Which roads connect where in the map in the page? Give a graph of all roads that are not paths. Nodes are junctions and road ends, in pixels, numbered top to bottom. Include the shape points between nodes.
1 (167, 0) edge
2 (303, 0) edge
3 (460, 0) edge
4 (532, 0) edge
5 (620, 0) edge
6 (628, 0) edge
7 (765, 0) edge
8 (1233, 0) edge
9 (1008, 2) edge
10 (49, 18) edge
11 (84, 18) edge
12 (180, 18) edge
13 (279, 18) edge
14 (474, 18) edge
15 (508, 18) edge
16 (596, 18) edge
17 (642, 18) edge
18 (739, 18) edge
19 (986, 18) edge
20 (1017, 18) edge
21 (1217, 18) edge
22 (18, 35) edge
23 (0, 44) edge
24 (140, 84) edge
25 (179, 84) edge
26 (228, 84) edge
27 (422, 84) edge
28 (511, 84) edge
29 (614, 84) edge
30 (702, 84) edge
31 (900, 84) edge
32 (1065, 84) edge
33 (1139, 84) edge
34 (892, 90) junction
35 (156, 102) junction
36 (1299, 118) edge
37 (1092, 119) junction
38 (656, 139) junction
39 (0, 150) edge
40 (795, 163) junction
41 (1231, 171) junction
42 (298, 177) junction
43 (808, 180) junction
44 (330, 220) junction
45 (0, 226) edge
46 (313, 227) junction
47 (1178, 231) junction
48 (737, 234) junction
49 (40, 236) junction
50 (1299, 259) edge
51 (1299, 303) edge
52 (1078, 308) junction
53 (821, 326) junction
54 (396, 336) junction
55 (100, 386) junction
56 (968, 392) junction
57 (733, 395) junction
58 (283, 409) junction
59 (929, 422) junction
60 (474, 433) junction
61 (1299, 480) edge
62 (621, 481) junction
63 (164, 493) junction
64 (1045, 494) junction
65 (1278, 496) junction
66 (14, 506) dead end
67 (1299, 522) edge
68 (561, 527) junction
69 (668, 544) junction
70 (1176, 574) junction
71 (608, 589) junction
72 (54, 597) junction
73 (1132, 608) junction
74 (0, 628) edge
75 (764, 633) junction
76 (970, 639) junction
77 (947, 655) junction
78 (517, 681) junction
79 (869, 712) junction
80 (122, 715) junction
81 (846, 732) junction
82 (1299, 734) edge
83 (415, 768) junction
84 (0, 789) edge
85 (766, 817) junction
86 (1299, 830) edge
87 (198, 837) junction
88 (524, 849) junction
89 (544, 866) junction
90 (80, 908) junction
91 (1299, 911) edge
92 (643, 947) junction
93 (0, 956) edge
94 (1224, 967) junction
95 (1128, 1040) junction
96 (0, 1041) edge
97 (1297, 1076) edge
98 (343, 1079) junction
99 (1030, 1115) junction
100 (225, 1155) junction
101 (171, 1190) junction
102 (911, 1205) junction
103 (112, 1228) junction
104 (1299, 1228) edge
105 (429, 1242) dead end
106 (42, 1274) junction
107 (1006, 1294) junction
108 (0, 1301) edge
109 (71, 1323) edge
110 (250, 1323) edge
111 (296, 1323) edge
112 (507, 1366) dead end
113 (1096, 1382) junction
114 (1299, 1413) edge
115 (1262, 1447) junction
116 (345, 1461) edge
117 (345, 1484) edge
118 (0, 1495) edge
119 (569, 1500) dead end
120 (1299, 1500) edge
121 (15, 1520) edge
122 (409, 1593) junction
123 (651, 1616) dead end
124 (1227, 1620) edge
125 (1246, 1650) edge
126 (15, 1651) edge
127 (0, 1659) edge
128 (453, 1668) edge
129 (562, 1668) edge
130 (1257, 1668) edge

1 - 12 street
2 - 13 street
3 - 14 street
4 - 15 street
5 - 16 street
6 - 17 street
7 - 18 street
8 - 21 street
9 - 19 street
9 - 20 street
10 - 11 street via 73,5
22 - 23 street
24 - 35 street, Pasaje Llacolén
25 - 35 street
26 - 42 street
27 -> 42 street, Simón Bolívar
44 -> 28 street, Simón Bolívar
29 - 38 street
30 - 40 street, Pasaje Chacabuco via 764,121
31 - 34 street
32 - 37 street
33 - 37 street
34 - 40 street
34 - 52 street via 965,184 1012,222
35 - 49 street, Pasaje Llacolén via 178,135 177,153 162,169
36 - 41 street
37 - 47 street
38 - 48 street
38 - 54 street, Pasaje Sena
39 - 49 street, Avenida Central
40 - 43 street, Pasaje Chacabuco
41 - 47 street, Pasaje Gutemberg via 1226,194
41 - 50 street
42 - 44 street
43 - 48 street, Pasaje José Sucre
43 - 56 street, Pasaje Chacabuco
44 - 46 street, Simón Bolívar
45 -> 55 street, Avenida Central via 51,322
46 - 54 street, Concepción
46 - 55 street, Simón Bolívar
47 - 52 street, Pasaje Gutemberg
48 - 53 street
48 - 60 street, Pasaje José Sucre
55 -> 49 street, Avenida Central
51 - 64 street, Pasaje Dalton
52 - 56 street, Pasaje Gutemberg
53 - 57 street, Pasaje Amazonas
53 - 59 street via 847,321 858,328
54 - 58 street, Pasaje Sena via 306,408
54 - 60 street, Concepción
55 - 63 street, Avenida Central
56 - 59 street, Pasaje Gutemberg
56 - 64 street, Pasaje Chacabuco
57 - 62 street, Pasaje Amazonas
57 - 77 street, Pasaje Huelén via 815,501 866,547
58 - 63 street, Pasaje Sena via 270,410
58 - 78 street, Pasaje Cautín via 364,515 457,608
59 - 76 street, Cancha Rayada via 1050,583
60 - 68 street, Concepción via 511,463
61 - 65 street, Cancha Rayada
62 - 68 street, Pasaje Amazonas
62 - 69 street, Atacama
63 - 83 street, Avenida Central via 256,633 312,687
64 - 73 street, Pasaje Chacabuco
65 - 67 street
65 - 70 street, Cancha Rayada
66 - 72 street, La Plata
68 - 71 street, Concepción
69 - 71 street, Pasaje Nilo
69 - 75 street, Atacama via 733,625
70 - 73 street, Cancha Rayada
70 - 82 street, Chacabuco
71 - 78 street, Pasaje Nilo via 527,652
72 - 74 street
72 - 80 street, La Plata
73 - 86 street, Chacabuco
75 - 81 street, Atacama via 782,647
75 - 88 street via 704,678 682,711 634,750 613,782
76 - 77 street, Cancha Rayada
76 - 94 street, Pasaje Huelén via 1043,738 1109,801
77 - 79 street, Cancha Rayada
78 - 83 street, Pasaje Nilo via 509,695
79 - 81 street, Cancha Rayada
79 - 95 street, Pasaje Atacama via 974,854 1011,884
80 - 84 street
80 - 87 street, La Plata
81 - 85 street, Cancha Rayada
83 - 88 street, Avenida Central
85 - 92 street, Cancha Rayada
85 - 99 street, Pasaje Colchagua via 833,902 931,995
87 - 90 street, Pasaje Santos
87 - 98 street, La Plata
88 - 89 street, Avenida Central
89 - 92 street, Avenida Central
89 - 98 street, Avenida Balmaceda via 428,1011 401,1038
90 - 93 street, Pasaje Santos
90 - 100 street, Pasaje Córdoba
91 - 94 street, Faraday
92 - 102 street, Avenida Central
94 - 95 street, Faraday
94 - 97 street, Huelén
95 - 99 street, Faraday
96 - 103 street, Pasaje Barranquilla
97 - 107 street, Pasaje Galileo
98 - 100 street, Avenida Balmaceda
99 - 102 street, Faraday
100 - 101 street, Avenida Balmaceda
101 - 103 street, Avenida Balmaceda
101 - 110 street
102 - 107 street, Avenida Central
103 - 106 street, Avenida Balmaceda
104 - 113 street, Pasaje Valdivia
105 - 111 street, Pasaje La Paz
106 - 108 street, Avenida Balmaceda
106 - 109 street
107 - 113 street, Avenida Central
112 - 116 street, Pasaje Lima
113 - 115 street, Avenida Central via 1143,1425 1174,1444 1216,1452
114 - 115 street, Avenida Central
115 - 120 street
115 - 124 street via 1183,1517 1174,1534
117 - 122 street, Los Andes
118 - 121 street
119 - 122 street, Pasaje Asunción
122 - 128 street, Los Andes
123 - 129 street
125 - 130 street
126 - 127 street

☆ ☆ ☆ ☆ ☆

Reading through the records above, report each line in which the string "Andes" is found.

▶ [Answer to this exercise]
117 - 122 street, Los Andes
122 - 128 street, Los Andes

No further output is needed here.